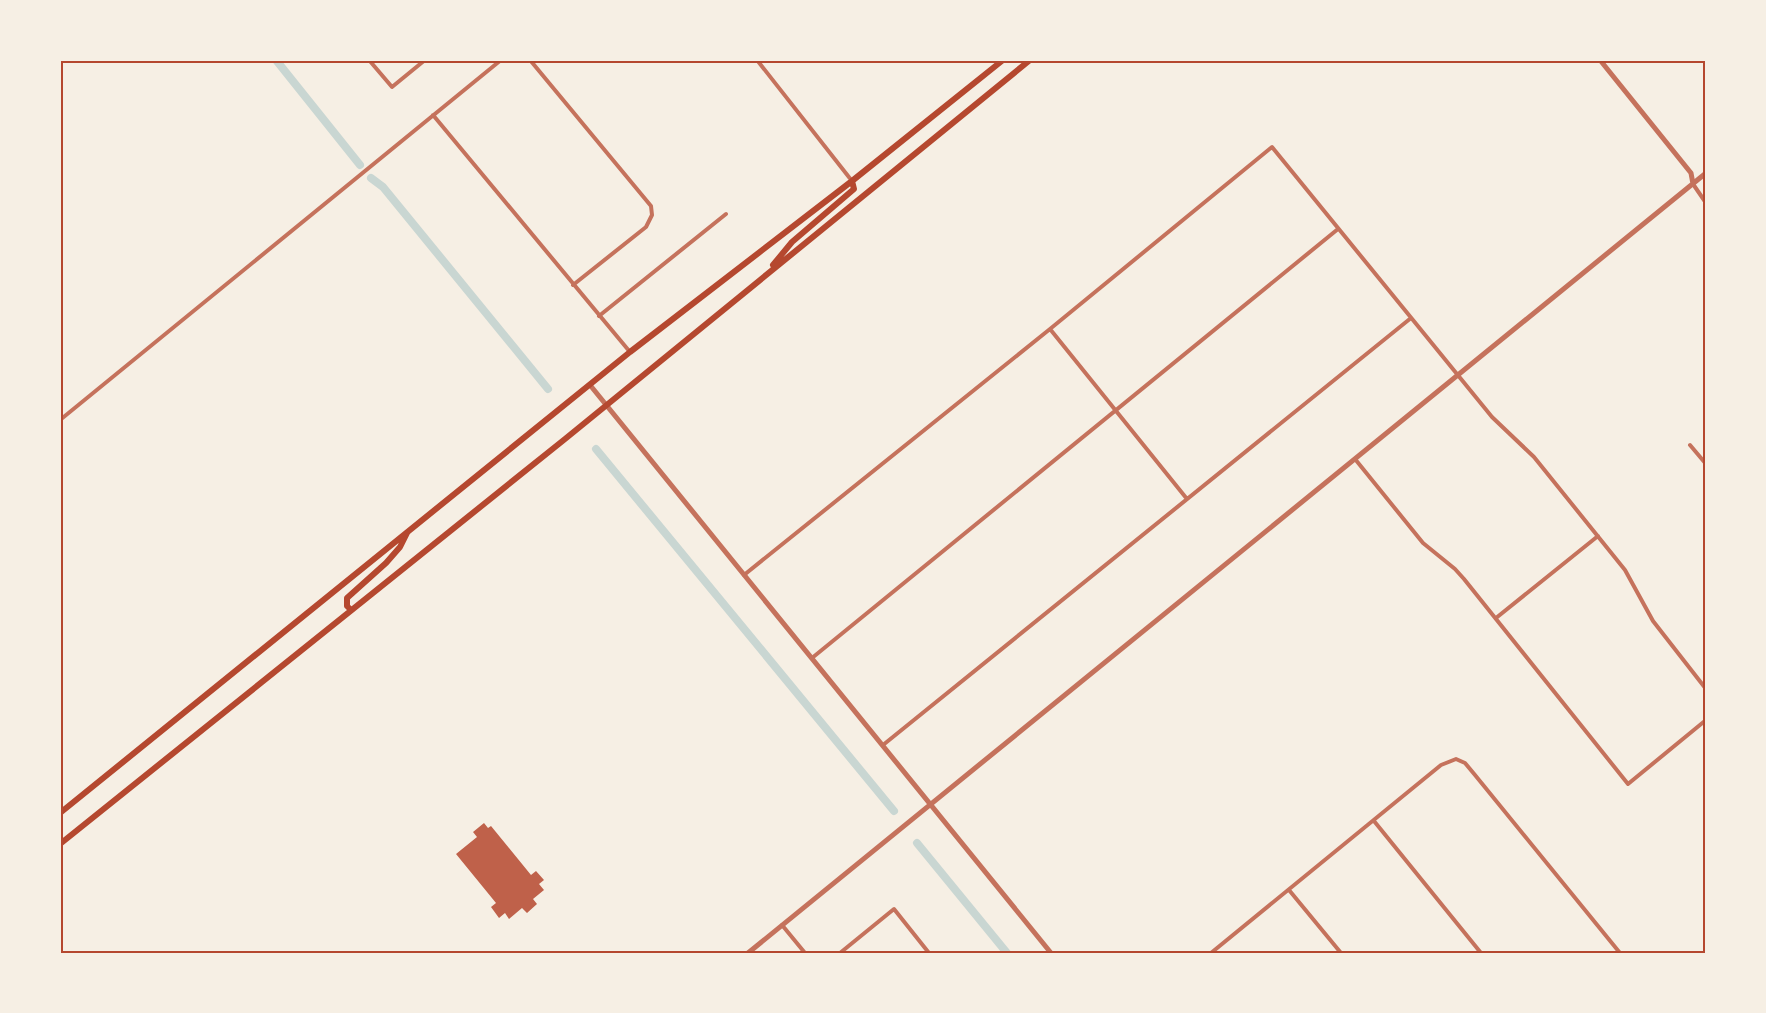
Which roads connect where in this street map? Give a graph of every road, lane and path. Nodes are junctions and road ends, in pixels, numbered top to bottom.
1 (369, 60) edge
2 (425, 60) edge
3 (501, 60) edge
4 (530, 60) edge
5 (757, 60) edge
6 (1003, 60) edge
7 (1030, 60) edge
8 (1600, 60) edge
9 (433, 116) junction
10 (1706, 173) edge
11 (852, 181) junction
12 (1693, 184) junction
13 (1706, 203) edge
14 (726, 214) dead end
15 (1338, 230) junction
16 (763, 277) junction
17 (573, 285) junction
18 (599, 316) junction
19 (1411, 318) junction
20 (1050, 329) junction
21 (630, 352) junction
22 (1458, 375) junction
23 (590, 385) junction
24 (606, 405) junction
25 (1115, 410) junction
26 (60, 420) edge
27 (1690, 445) dead end
28 (1355, 459) junction
29 (1706, 464) edge
30 (1187, 499) junction
31 (409, 530) junction
32 (1598, 536) junction
33 (744, 575) junction
34 (351, 610) junction
35 (1496, 618) junction
36 (812, 659) junction
37 (1706, 689) edge
38 (1706, 720) edge
39 (883, 745) junction
40 (931, 805) junction
41 (60, 813) edge
42 (1374, 821) junction
43 (60, 844) edge
44 (1289, 890) junction
45 (782, 925) junction
46 (748, 953) edge
47 (804, 953) edge
48 (840, 953) edge
49 (929, 953) edge
50 (1051, 953) edge
51 (1211, 953) edge
52 (1341, 953) edge
53 (1481, 953) edge
54 (1620, 953) edge

1 - 2 street
3 - 9 street
4 - 17 street
5 - 11 street
6 - 11 main road
7 - 16 main road
8 - 12 street
9 - 17 street
9 - 26 street
10 - 12 street
11 - 16 main road
11 - 21 main road
12 - 13 street
12 - 22 street
14 - 18 street
15 - 19 street
15 - 20 street
15 - 25 street
16 - 24 main road
17 - 18 street
18 - 21 street
19 - 22 street
19 - 30 street
20 - 25 street
20 - 33 street
21 - 23 main road
22 - 28 street
22 - 32 street
23 - 24 street
23 - 31 main road
24 - 33 street
24 - 34 main road
25 - 30 street
25 - 36 street
27 - 29 street
28 - 35 street
28 - 40 street
30 - 39 street
31 - 34 main road
31 - 41 main road
32 - 35 street
32 - 37 street
33 - 36 street
34 - 43 main road
35 - 38 street
36 - 39 street
39 - 40 street
40 - 45 street
40 - 50 street
42 - 44 street
42 - 53 street
42 - 54 street
44 - 51 street
44 - 52 street
45 - 46 street
45 - 47 street
48 - 49 street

-.-.-

A faithful copy of every entry is needed, omitting each image.

Which roads connect where in this street map? Give a graph of every road, lane and path. Nodes are junctions and road ends, in pixels, numbered top to bottom.
1 (369, 60) edge
2 (425, 60) edge
3 (501, 60) edge
4 (530, 60) edge
5 (757, 60) edge
6 (1003, 60) edge
7 (1030, 60) edge
8 (1600, 60) edge
9 (433, 116) junction
10 (1706, 173) edge
11 (852, 181) junction
12 (1693, 184) junction
13 (1706, 203) edge
14 (726, 214) dead end
15 (1338, 230) junction
16 (763, 277) junction
17 (573, 285) junction
18 (599, 316) junction
19 (1411, 318) junction
20 (1050, 329) junction
21 (630, 352) junction
22 (1458, 375) junction
23 (590, 385) junction
24 (606, 405) junction
25 (1115, 410) junction
26 (60, 420) edge
27 (1690, 445) dead end
28 (1355, 459) junction
29 (1706, 464) edge
30 (1187, 499) junction
31 (409, 530) junction
32 (1598, 536) junction
33 (744, 575) junction
34 (351, 610) junction
35 (1496, 618) junction
36 (812, 659) junction
37 (1706, 689) edge
38 (1706, 720) edge
39 (883, 745) junction
40 (931, 805) junction
41 (60, 813) edge
42 (1374, 821) junction
43 (60, 844) edge
44 (1289, 890) junction
45 (782, 925) junction
46 (748, 953) edge
47 (804, 953) edge
48 (840, 953) edge
49 (929, 953) edge
50 (1051, 953) edge
51 (1211, 953) edge
52 (1341, 953) edge
53 (1481, 953) edge
54 (1620, 953) edge

1 - 2 street
3 - 9 street
4 - 17 street
5 - 11 street
6 - 11 main road
7 - 16 main road
8 - 12 street
9 - 17 street
9 - 26 street
10 - 12 street
11 - 16 main road
11 - 21 main road
12 - 13 street
12 - 22 street
14 - 18 street
15 - 19 street
15 - 20 street
15 - 25 street
16 - 24 main road
17 - 18 street
18 - 21 street
19 - 22 street
19 - 30 street
20 - 25 street
20 - 33 street
21 - 23 main road
22 - 28 street
22 - 32 street
23 - 24 street
23 - 31 main road
24 - 33 street
24 - 34 main road
25 - 30 street
25 - 36 street
27 - 29 street
28 - 35 street
28 - 40 street
30 - 39 street
31 - 34 main road
31 - 41 main road
32 - 35 street
32 - 37 street
33 - 36 street
34 - 43 main road
35 - 38 street
36 - 39 street
39 - 40 street
40 - 45 street
40 - 50 street
42 - 44 street
42 - 53 street
42 - 54 street
44 - 51 street
44 - 52 street
45 - 46 street
45 - 47 street
48 - 49 street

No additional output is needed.